The easiest cases are those in which the government itself creates a plate with a religious message. For example, South Carolina's legislative decision to issue "I Believe" license plates was recently held unconstitutional under the Establishment Clause, because it constituted overt promotion of religion by the state.

Few cases are so clear. In most, the court must decide whether the message on the license plate is government or private speech. If it is government speech, free speech considerations do not apply since the government controls the message. If it is private speech, First Amendment protections apply to the speaker, and the question is whether the government can regulate the content of the message. The law has evolved mainly out of conflicts over "Choose Life" plates, sometimes when the state has created such plates, and sometimes when it has refused to.

The Sixth Circuit has held that "specialty" license plates issued by the state at the request of private groups are government speech whose message can be controlled by the government. As a result, the court rejected a challenge to Tennessee's "Choose Life" plates, relying in part on a 1991 Supreme Court decision upholding a government policy to promote childbirth which contained a restriction on abortion-related speech.

In contrast, most other courts have concluded that specialty message plates represent private, not government, speech, but they have analyzed the cases under a variety of theories. The Ninth Circuit held that Arizona's refusal to issue a specialty "Choose Life" plate was impermissible viewpoint discrimination based on the state's hostility to the message or its desire to avoid controversy. The Eighth Circuit likewise concluded that a private group had a right to a specialty "Choose Life" plate under Missouri's statutory system, but did so by invalidating the statute because it gave state officials discretion to decide whether or not to issue the plate; the court said such an unlimited grant of discretion could result in viewpoint discrimination. The Fifth Circuit employed another route to reject a challenge to Louisiana's "Choose Life" plate: it held that the challenge was barred by the Tax Injunction Act. In all these cases, the right to the "Choose Life" license plate was upheld.

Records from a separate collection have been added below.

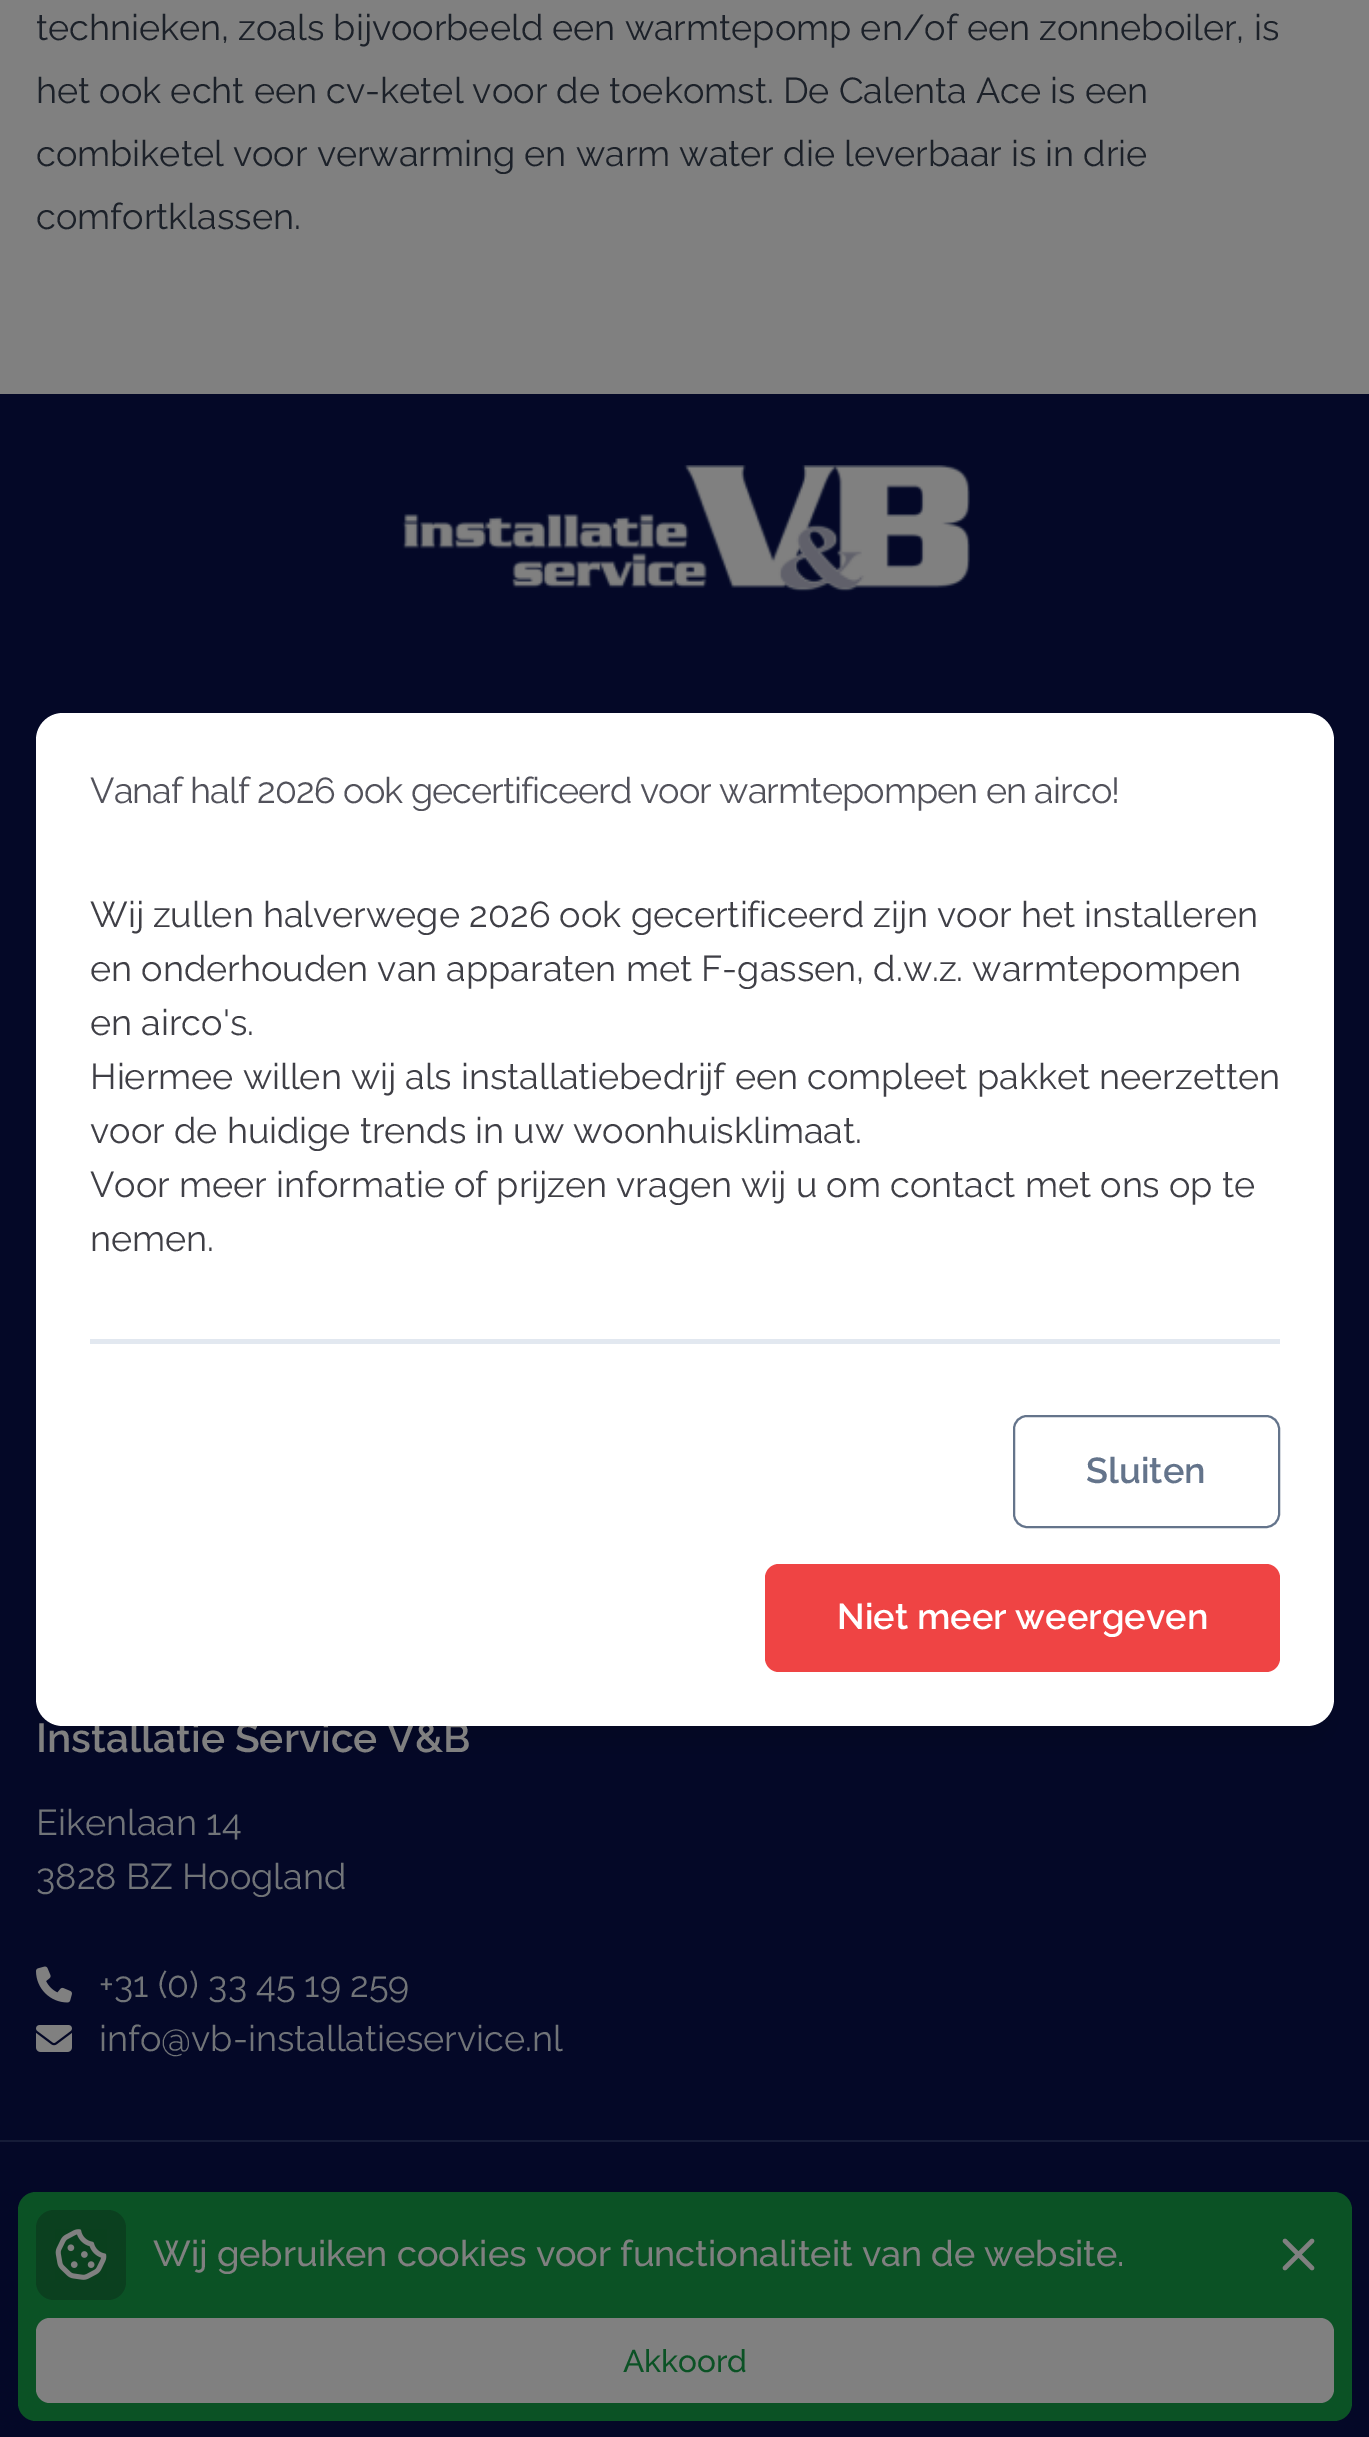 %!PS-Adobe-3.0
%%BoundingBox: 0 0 1369 2437
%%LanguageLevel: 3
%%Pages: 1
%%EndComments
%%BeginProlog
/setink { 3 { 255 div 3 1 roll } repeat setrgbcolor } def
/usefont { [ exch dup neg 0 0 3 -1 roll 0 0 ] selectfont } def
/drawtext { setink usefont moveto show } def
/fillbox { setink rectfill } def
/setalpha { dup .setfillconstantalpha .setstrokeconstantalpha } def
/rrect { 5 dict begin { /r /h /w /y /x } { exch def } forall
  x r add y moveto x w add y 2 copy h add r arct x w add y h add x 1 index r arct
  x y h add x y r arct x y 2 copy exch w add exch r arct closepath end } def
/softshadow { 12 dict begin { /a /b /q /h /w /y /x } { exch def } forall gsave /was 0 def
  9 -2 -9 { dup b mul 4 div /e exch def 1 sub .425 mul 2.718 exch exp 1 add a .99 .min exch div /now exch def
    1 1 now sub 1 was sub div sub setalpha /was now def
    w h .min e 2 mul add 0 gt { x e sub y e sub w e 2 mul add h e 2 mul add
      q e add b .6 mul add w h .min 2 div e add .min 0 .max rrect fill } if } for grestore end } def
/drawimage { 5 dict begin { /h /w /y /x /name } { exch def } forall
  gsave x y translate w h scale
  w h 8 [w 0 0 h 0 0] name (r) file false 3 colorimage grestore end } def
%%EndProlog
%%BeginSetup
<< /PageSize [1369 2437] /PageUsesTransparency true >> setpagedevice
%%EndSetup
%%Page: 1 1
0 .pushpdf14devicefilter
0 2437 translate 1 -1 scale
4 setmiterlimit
0 0 1369 2437 128 128 128 fillbox
(technieken, zoals bijvoorbeeld een warmtepomp en/of een zonneboiler, is) 36 40 /Raleway-Regular 36 28 33 41 drawtext
(het ook echt een cv-ketel voor de toekomst. De Calenta Ace is een) 36 103 /Raleway-Regular 36 28 33 41 drawtext
(combiketel voor verwarming en warm water die leverbaar is in drie) 36 166 /Raleway-Regular 36 28 33 41 drawtext
(comfortklassen.) 36 229 /Raleway-Regular 36 28 33 41 drawtext
0 394 1369 2043 4 8 39 fillbox
0 0 0 setink
43 743 1285 999 20 17 0.1 softshadow
(Installatie Service V&B) 36 1752 /Raleway-SemiBold 40.5 128 128 128 drawtext
255 255 255 setink
36 713 1298 1013 27 rrect fill
/Raleway-Regular 36 usefont
82 82 91 setink
90 803 moveto -0.9 0 (Vanaf half 2026 ook gecertificeerd voor warmtepompen en airco!) ashow
(Wij zullen halverwege 2026 ook gecertificeerd zijn voor het installeren) 90 927 /Raleway-Regular 36 63 63 70 drawtext
(en onderhouden van apparaten met F-gassen, d.w.z. warmtepompen) 90 981 /Raleway-Regular 36 63 63 70 drawtext
(en airco's.) 90 1035 /Raleway-Regular 36 63 63 70 drawtext
(Hiermee willen wij als installatiebedrijf een compleet pakket neerzetten) 90 1089 /Raleway-Regular 36 63 63 70 drawtext
(voor de huidige trends in uw woonhuisklimaat.) 90 1143 /Raleway-Regular 36 63 63 70 drawtext
(Voor meer informatie of prijzen vragen wij u om contact met ons op te) 90 1197 /Raleway-Regular 36 63 63 70 drawtext
(nemen.) 90 1251 /Raleway-Regular 36 63 63 70 drawtext
90 1339 1190 5 226 232 240 fillbox
100 116 139 setink
2 setlinewidth
1014 1416 265 111 13 rrect stroke
(Sluiten) 1086 1483 /Raleway-SemiBold 36 100 116 139 drawtext
239 68 68 setink
765 1564 515 108 14 rrect fill
(Niet meer weergeven) 837 1629 /Raleway-SemiBold 36 255 255 255 drawtext
(assets/img1.rgb) 402 465 568 127 drawimage
(Eikenlaan 14) 36 1835 /Raleway-Regular 36 113 116 120 drawtext
(3828 BZ Hoogland) 36 1889 /Raleway-Regular 36 113 116 120 drawtext
(assets/img2.rgb) 36 1966 36 37 drawimage
(+31 \(0\) 33 45 19 259) 99 1997 /Raleway-Regular 36 113 116 120 drawtext
(assets/img3.rgb) 36 2025 36 27 drawimage
(info@vb-installatieservice.nl) 99 2051 /Raleway-Regular 36 113 116 120 drawtext
0 2140 1369 2 22 28 56 fillbox
11 82 37 setink
18 2192 1334 229 18 rrect fill
11 64 31 setink
36 2210 90 90 18 rrect fill
(assets/img4.rgb) 55 2229 52 51 drawimage
(Wij gebruiken cookies voor functionaliteit van de website.) 153 2266 /Raleway-Medium 36 128 128 128 drawtext
4.5 setlinewidth
1 setlinecap
1 setlinejoin
1285 2268 moveto 1312 2241 lineto 1285 2241 moveto 1312 2268 lineto stroke
36 2318 1298 85 14 rrect fill
(Akkoord) 623 2372 /Raleway-Medium 31.5 11 82 37 drawtext
.poppdf14devicefilter showpage
%%EOF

Only two circuits have invalidated "Choose Life" plates, but they also reached the same result by different means. The Seventh Circuit upheld Illinois' refusal to issue "Choose Life" plates, finding that, although private speech was involved, the decision was a reasonable content-based, viewpoint neutral rule, because the state excluded the whole subject of abortion from its specialty plates. The Fourth Circuit struck down a South Carolina statute authorizing "Choose Life" plates, which the court characterized as a mixture of public and private speech, the state creating the plate and the individual purchasing it. The principal opinion (two judges concurred in the result) concluded that the government had created a limited public forum for expression and that it engaged in viewpoint discrimination by favoring one view and discriminating against others.

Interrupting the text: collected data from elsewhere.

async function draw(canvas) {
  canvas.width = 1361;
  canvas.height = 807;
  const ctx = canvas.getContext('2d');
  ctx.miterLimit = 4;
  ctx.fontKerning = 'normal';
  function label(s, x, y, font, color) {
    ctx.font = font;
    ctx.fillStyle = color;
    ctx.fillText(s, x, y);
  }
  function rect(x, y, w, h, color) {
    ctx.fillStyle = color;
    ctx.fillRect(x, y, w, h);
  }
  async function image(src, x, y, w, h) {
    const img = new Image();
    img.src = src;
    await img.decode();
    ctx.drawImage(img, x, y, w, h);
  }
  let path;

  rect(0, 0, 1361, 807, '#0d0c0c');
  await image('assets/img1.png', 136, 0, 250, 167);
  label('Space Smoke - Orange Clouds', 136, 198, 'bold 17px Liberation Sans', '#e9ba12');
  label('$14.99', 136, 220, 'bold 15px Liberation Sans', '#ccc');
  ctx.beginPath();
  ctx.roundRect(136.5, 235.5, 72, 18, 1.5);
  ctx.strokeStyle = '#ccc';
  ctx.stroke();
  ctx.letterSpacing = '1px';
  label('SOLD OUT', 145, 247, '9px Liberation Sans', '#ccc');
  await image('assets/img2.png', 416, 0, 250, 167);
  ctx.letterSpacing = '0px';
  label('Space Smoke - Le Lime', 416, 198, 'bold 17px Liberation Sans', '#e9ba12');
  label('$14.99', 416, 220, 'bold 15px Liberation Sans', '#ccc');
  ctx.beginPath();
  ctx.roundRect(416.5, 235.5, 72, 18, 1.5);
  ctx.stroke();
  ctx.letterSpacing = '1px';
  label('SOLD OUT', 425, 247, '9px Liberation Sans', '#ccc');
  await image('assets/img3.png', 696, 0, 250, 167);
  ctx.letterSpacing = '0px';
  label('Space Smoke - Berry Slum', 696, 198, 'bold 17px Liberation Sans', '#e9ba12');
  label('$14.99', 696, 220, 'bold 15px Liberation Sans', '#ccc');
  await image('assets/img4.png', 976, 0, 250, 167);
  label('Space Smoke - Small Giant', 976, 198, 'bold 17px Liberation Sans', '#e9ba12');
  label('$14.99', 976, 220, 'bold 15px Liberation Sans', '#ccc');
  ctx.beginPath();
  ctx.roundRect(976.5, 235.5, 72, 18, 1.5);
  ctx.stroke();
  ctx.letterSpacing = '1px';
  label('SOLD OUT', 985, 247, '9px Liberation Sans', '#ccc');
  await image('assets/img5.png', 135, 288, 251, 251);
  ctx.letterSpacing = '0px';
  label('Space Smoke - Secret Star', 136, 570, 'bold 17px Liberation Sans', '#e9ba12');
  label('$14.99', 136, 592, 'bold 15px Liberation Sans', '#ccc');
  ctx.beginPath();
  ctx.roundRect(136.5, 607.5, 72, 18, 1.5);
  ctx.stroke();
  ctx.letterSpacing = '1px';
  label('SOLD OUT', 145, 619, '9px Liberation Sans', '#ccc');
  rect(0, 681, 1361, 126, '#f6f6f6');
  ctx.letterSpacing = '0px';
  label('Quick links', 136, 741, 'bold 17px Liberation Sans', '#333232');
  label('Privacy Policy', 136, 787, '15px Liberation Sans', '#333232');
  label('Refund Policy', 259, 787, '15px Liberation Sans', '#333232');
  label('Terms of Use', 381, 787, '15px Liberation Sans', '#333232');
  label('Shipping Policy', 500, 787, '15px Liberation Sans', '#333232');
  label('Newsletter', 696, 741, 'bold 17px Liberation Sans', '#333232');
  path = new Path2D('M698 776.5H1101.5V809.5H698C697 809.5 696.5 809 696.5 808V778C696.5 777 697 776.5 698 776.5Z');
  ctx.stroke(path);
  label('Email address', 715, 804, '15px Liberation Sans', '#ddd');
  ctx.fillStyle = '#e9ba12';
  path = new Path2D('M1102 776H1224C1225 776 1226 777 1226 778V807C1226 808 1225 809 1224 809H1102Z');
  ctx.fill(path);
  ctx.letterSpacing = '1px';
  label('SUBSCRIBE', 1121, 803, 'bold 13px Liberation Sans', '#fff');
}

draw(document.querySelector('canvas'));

In another Fourth Circuit decision involving a request for a plate displaying a Confederate flag, the court held that the message was private speech which was protected, and that the state's refusal to issue the plate was impermissible viewpoint discrimination. The two Fourth Circuit decisions, along with the Ninth Circuit ruling on "Choose Life" plates, reveal how application of viewpoint discrimination analysis can result in a decision permitting expression of a controversial view, but can also yield the opposite result if other views are not given equal voice.

Confused yet? If so, it's entirely understandable. Given the varied factual situations, the lack of consensus in the courts, and the likelihood of continued litigation, query whether the income generated by specialty license plates exceeds the costs of defending them. It just might be cheaper for states to eliminate message license plates altogether, and let people express themselves with bumper stickers."